British Octopush Association
- Abbreviation: BOA
- Predecessor: BSAC
- Formation: 1976
- Type: NGO
- Purpose: National body for underwater hockey in Great Britain
- Headquarters: VSS PO Box 28 Sanquhar DG4 6WW
- Region served: United Kingdom
- Chairman: Phil Thompson
- Vice Chairman: Richard Adams
- Secretary: Samantha Marlowe
- Treasurer: Peter Hornby
- Key people: Cliff Underwood (founder)
- Affiliations: BUSA BSAC
- Website: http://www.gbuwh.co.uk

= British Octopush Association =

National body for underwater hockey in the United Kingdom

British Octopush Association (BOA) is the governing body for underwater hockey in Great Britain.

==Organisation==
The BOA is an organisation based on individual members rather than on clubs.
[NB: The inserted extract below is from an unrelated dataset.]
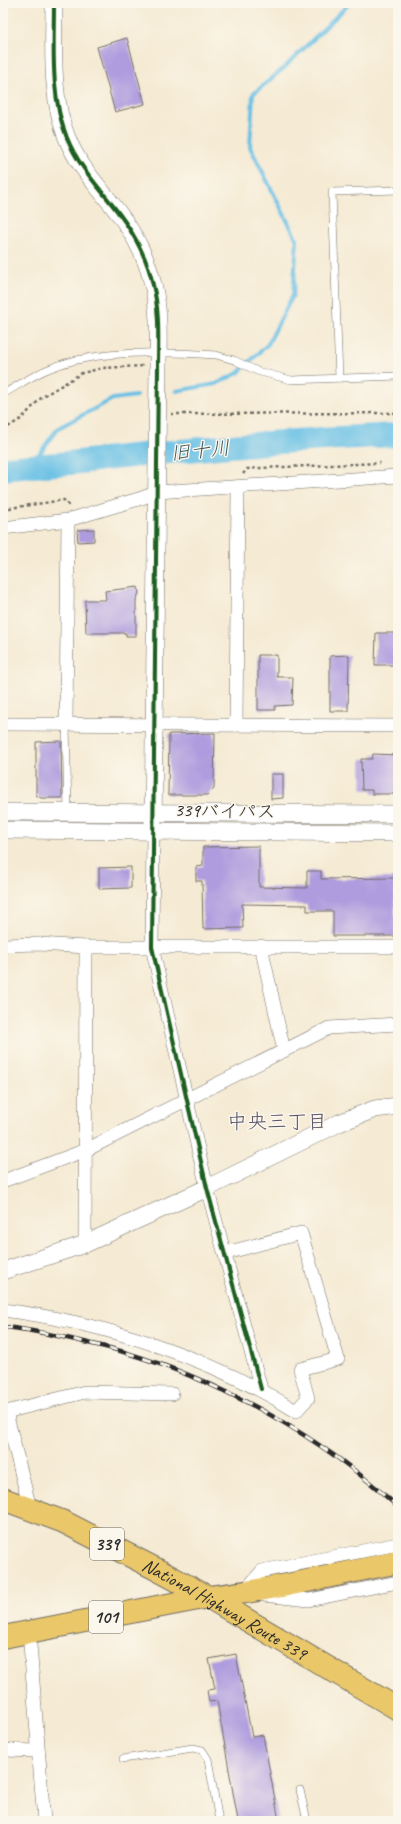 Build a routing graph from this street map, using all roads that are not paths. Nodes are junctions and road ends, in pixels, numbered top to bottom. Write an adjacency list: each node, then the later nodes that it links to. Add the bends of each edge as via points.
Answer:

It is managed by a committee elected from the membership. It provides competition at national level and the opportunity to play internationally. It also provides coaching and refereeing courses for its members. In July 2013 the BOA entered in an affiliation agreement with the British Sub-Aqua Club (BSAC) in order to improve its recognition as a national governing body (NGB) and to access a range of services including checking services required by child protection legislation.

==Origins==
The BOA was formed in 1976 to directly control and develop the sport. Prior to the creation of the BOA, underwater hockey competitions had been conducted since the 1950s under the auspices of the BSAC. In 1977 the BSAC in its role as the NGB for underwater activities (also called sub aqua) recognised the BOA as the controlling body for the sport in the UK.